キョトンとした顔をするキルアくんを見て思わず顔が綻んだ。ふふ、キルアくんってば間抜けな顔ー!



「…あり、がと」



おずおずと私の手を握るキルアくん。
それだけで嬉しくて、ここに来てよかったなあって改めて思えた。

これからも一緒にいたい、とも。



キルアくんの準備を終えて一緒に執事用の別館へと向かう。

私はちゃんとした入口への行き方なんて知らないからキルアくんに黙ってついて行った。

さあ門だ、外へ出よう!としたとき私達が開けた訳じゃないのに門が開いてままんとカルトちゃんが出てきた。

しまったー!わーすれーてたー!



「キル、無駄よ、4人は帰ったわ。独房に戻りなさい」

「残念!私はここにいますけどね!!」



どうやらキルアくんの陰で私が見えなかったらしい。私が出ていくと心底ウザそうな顔をされた。ひどい…。



「オレ、行くよ。ユイと一緒に」

「いい加減にしなさい!キル!」



ままんがヒステリックに叫び、キルアくんに向かって手を伸ばすが途中で止めた。
キルアくんが、ままんを睨んだからだ。



「どけよ」



道をす、と開けるままん。
キルアくんは私の手をとり、ままんとカルトちゃんなんて気にも留めずに歩きだした。私もしっかりとその手を握り返す。
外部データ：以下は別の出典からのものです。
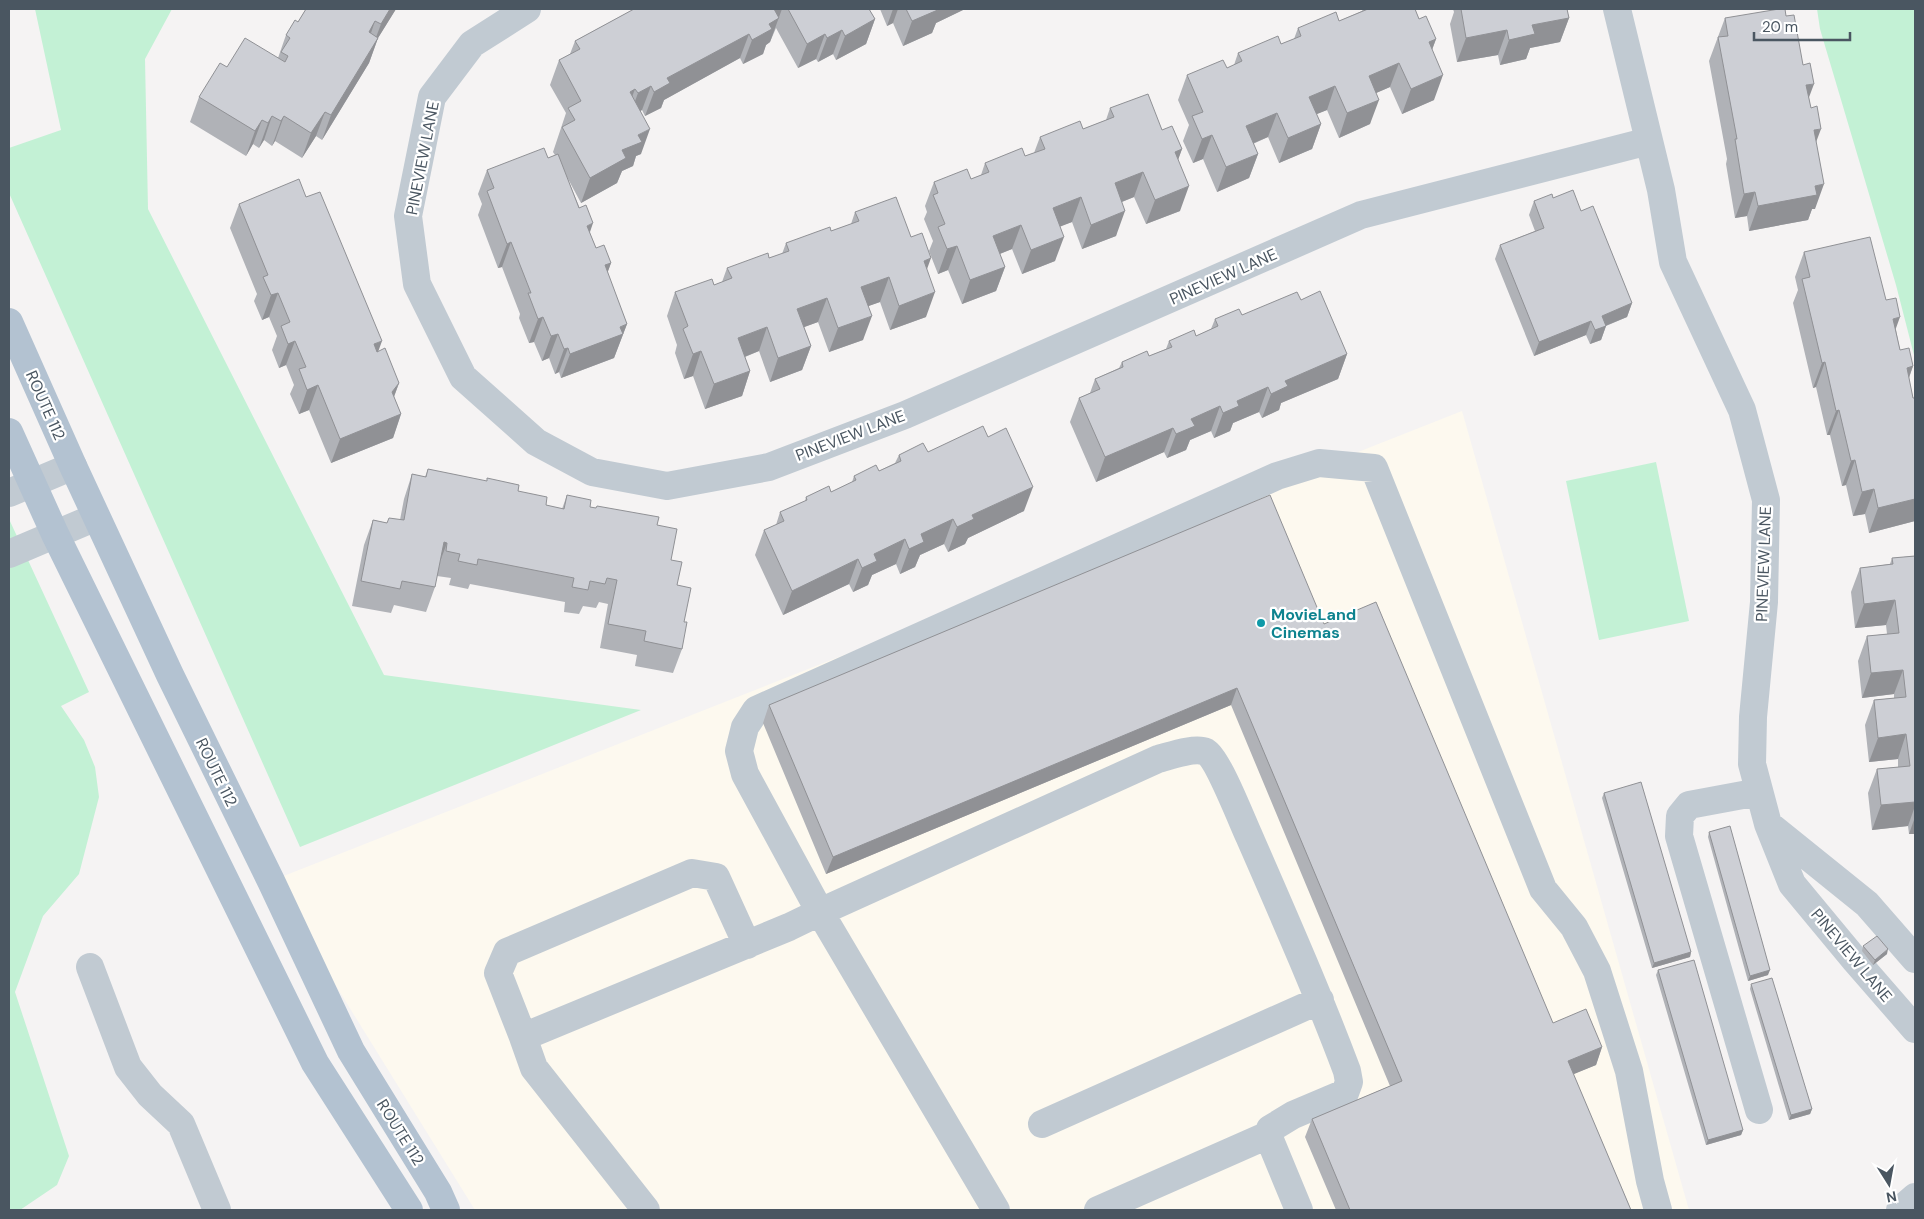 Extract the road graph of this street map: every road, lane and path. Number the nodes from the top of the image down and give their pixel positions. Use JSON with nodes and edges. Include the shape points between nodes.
{"nodes":[{"id":1,"x":527,"y":9,"type":"edge"},
{"id":2,"x":1617,"y":9,"type":"edge"},
{"id":3,"x":1649,"y":141,"type":"junction"},
{"id":4,"x":9,"y":322,"type":"edge"},
{"id":5,"x":9,"y":432,"type":"edge"},
{"id":6,"x":73,"y":466,"type":"junction"},
{"id":7,"x":20,"y":488,"type":"edge"},
{"id":8,"x":96,"y":517,"type":"junction"},
{"id":9,"x":55,"y":534,"type":"junction"},
{"id":10,"x":9,"y":554,"type":"edge"},
{"id":11,"x":1759,"y":792,"type":"junction"},
{"id":12,"x":1768,"y":824,"type":"junction"},
{"id":13,"x":820,"y":912,"type":"junction"},
{"id":14,"x":747,"y":945,"type":"junction"},
{"id":15,"x":1915,"y":959,"type":"edge"},
{"id":16,"x":90,"y":967,"type":"dead end"},
{"id":17,"x":1320,"y":1000,"type":"junction"},
{"id":18,"x":1915,"y":1029,"type":"edge"},
{"id":19,"x":523,"y":1037,"type":"junction"},
{"id":20,"x":1759,"y":1110,"type":"dead end"},
{"id":21,"x":1042,"y":1124,"type":"dead end"},
{"id":22,"x":1268,"y":1135,"type":"junction"},
{"id":23,"x":1915,"y":1197,"type":"edge"},
{"id":24,"x":217,"y":1210,"type":"edge"},
{"id":25,"x":409,"y":1210,"type":"edge"},
{"id":26,"x":446,"y":1210,"type":"edge"},
{"id":27,"x":646,"y":1210,"type":"edge"},
{"id":28,"x":996,"y":1210,"type":"edge"},
{"id":29,"x":1098,"y":1210,"type":"edge"},
{"id":30,"x":1299,"y":1210,"type":"edge"},
{"id":31,"x":1658,"y":1210,"type":"edge"},
{"id":32,"x":1900,"y":1210,"type":"edge"}],
"edges":[{"from":1,"to":3,"type":"street","name":"PINEVIEW LANE","via":[[472,44],[432,97],[408,216],[417,284],[463,377],[536,442],[592,472],[667,486],[768,467],[905,415],[1361,215]]},
{"from":2,"to":3,"type":"street","name":"PINEVIEW LANE"},
{"from":3,"to":11,"type":"street","name":"PINEVIEW LANE","via":[[1673,262],[1742,410],[1766,500],[1764,602],[1753,717],[1752,764]]},
{"from":4,"to":6,"type":"main road","name":"ROUTE 112"},
{"from":5,"to":7,"type":"main road"},
{"from":6,"to":7,"type":"street"},
{"from":6,"to":8,"type":"main road","name":"ROUTE 112"},
{"from":7,"to":9,"type":"main road"},
{"from":8,"to":9,"type":"street"},
{"from":8,"to":26,"type":"main road","name":"ROUTE 112","via":[[351,1051]]},
{"from":9,"to":10,"type":"street"},
{"from":9,"to":25,"type":"main road","via":[[315,1063]]},
{"from":11,"to":12,"type":"street","name":"PINEVIEW LANE"},
{"from":11,"to":20,"type":"street","via":[[1688,805],[1680,816],[1679,836]]},
{"from":12,"to":15,"type":"street","via":[[1867,904]]},
{"from":12,"to":18,"type":"street","name":"PINEVIEW LANE","via":[[1792,884]]},
{"from":13,"to":14,"type":"street"},
{"from":13,"to":17,"type":"street","via":[[1158,759],[1205,751],[1212,756],[1232,797]]},
{"from":13,"to":28,"type":"street"},
{"from":13,"to":31,"type":"street","via":[[745,774],[739,751],[746,727],[756,710],[1277,476],[1318,463],[1374,468],[1543,889],[1574,927],[1597,971],[1629,1072]]},
{"from":14,"to":19,"type":"street"},
{"from":14,"to":19,"type":"street","via":[[716,877],[692,873],[507,952],[498,973]]},
{"from":16,"to":24,"type":"street","via":[[128,1067],[150,1095],[181,1124]]},
{"from":17,"to":21,"type":"street"},
{"from":17,"to":22,"type":"street","via":[[1347,1071],[1347,1088],[1345,1093],[1293,1115],[1270,1129]]},
{"from":19,"to":27,"type":"street","via":[[534,1068]]},
{"from":22,"to":29,"type":"street"},
{"from":22,"to":30,"type":"street"},
{"from":23,"to":32,"type":"street"}]} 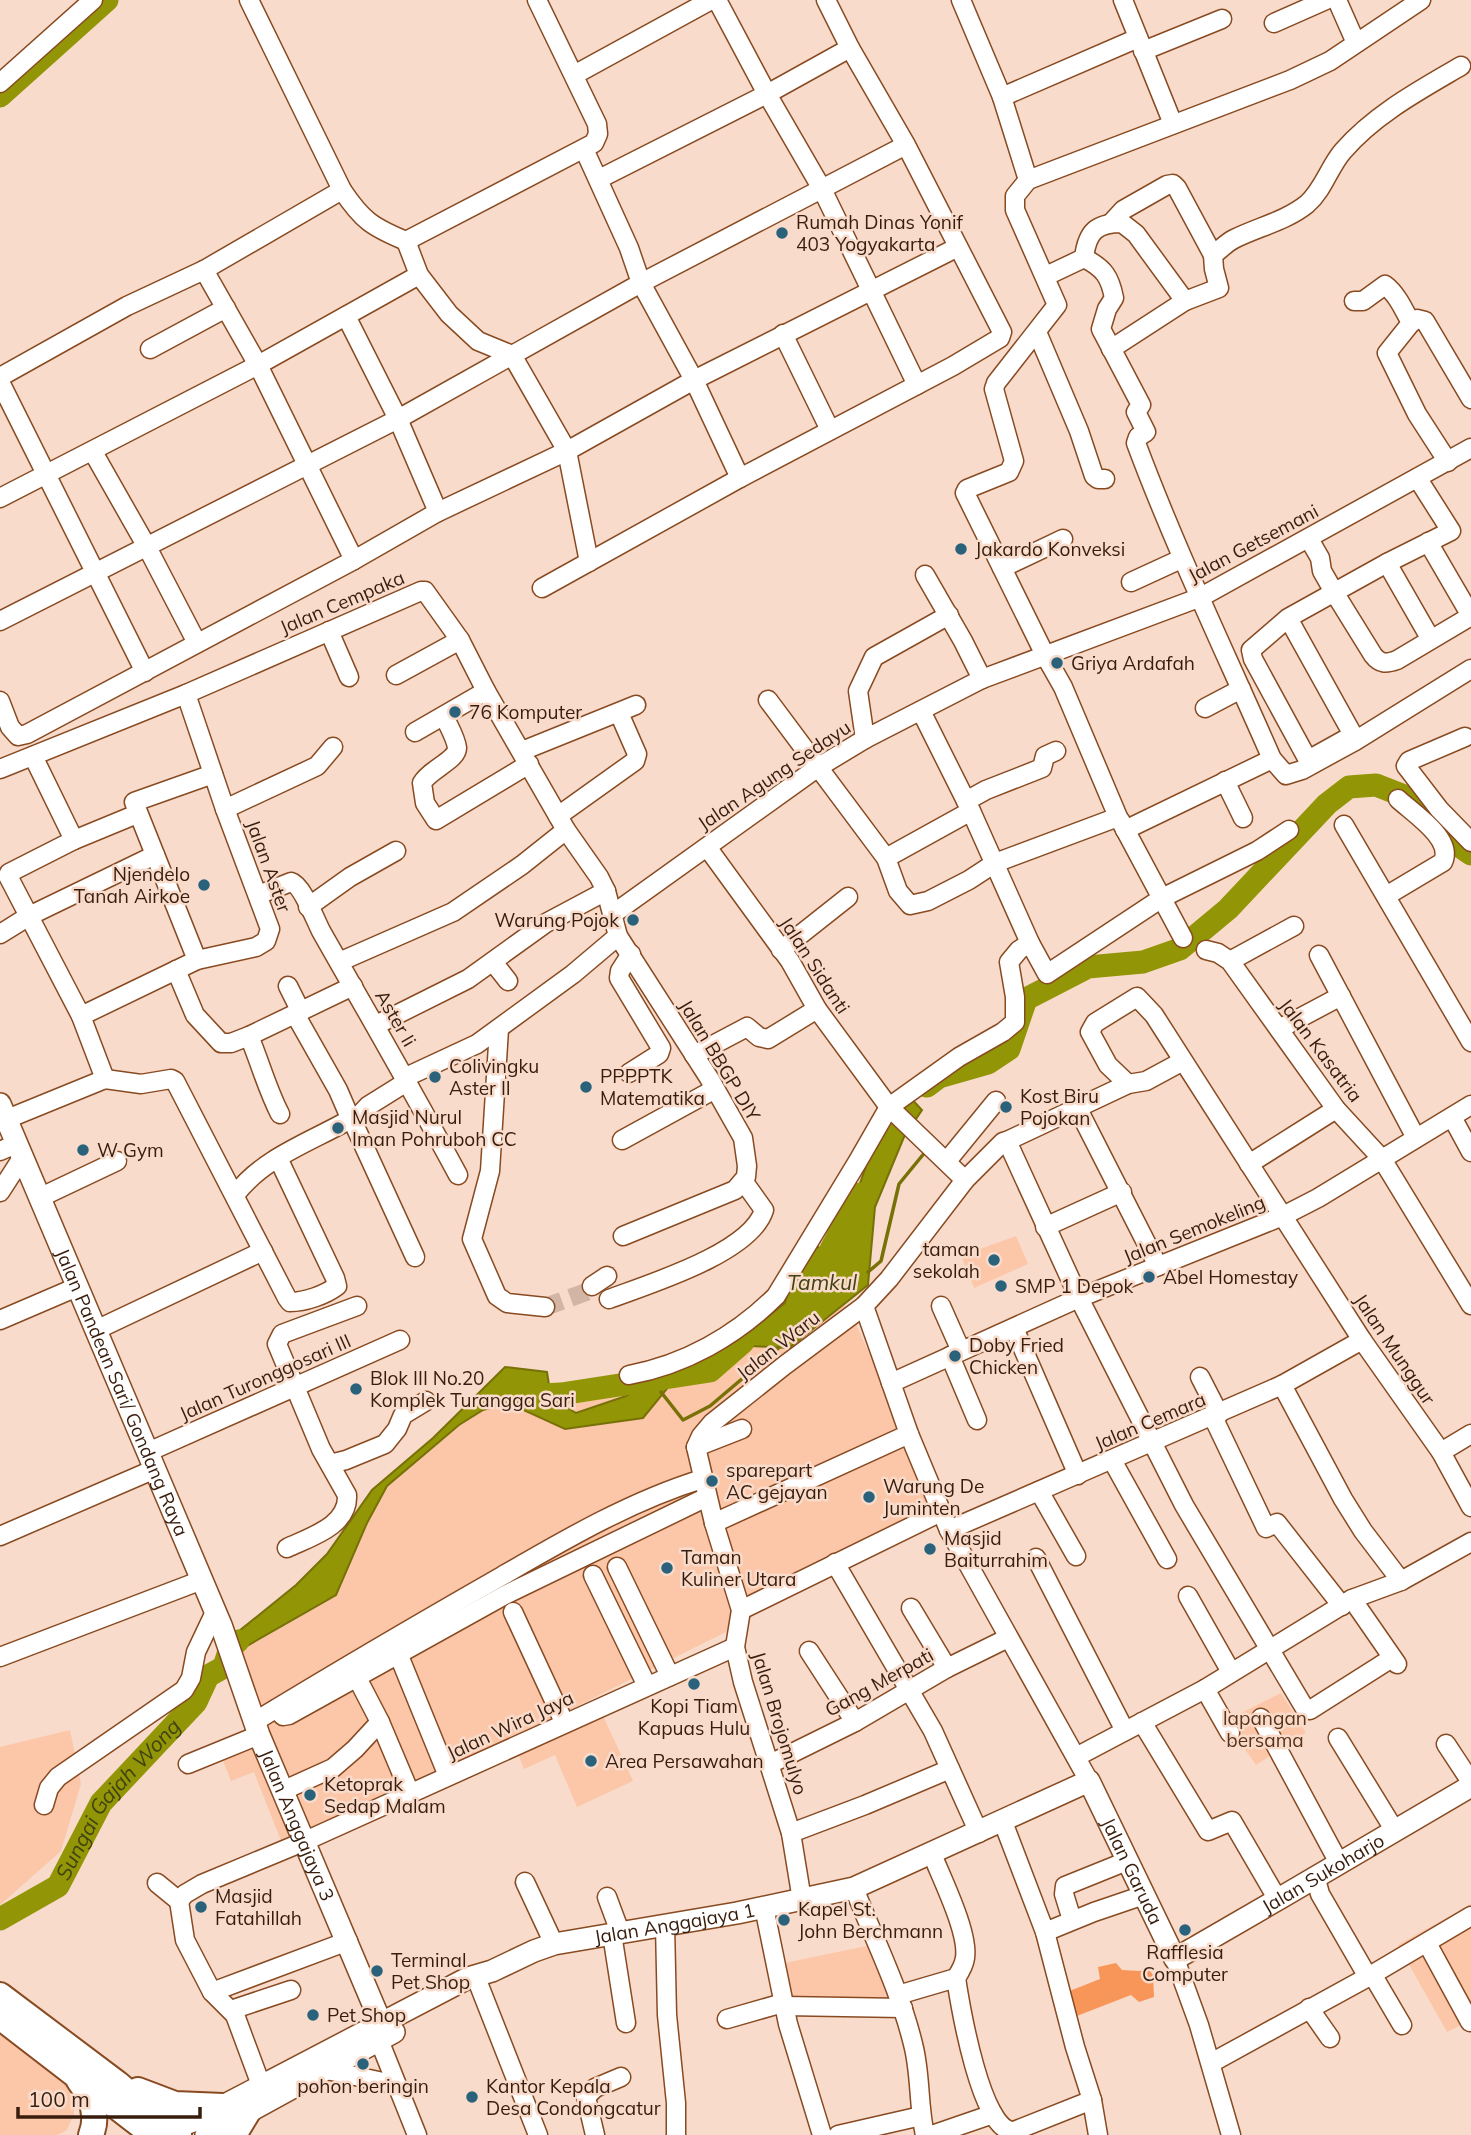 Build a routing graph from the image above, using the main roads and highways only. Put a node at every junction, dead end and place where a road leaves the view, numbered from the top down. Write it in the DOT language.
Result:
graph roads {
  1 [pos="3,1112"];
  2 [pos="13,1151"];
  3 [pos="218,1618"];
  4 [pos="1089,1782"];
  5 [pos="1471,1784"];
  6 [pos="1175,1959"];
  7 [pos="0,1995"];
  8 [pos="10,2017"];
  9 [pos="380,2032"];
  10 [pos="70,2070"];
  11 [pos="117,2083"];
  12 [pos="223,2106"];
  13 [pos="248,2112"];
  14 [pos="162,2134"];
  15 [pos="92,2135"];
  16 [pos="206,2135"];
  17 [pos="234,2135"];
  1 -- 2 [label="main road, Jalan Pandean Sari/ Gondang Raya"];
  2 -- 3 [label="main road, Jalan Pandean Sari/ Gondang Raya"];
  3 -- 9 [label="main road, Jalan Anggajaya 3"];
  4 -- 6 [label="main road, Jalan Garuda"];
  4 -- 9 [label="main road, Jalan Anggajaya 1"];
  5 -- 6 [label="main road, Jalan Sukoharjo"];
  7 -- 8 [label="highway"];
  8 -- 10 [label="highway"];
  8 -- 11 [label="highway"];
  9 -- 12 [label="main road, Jalan Anggajaya 1"];
  9 -- 13 [label="main road, Jalan Anggajaya 1"];
  10 -- 14 [label="highway"];
  10 -- 15 [label="highway"];
  11 -- 12 [label="highway"];
  11 -- 14 [label="highway"];
  12 -- 14 [label="main road, Jalan Anggajaya 1"];
  13 -- 16 [label="main road, Jalan Anggajaya 1"];
  13 -- 17 [label="highway"];
}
キルアくんが本気でここに帰ろうと思わない限りは、もうキルアくんは返してあげないからね、シルバさん。

地の果てまで行ってもキルアくんの生きられる場所なんてない?シルバさんの息子だから必ずゾルディック家に帰ってくる?
バカげたこと考えてると痛い目みるからね。



キルアくんの居場所は私が作る、絶対に、守るんだ。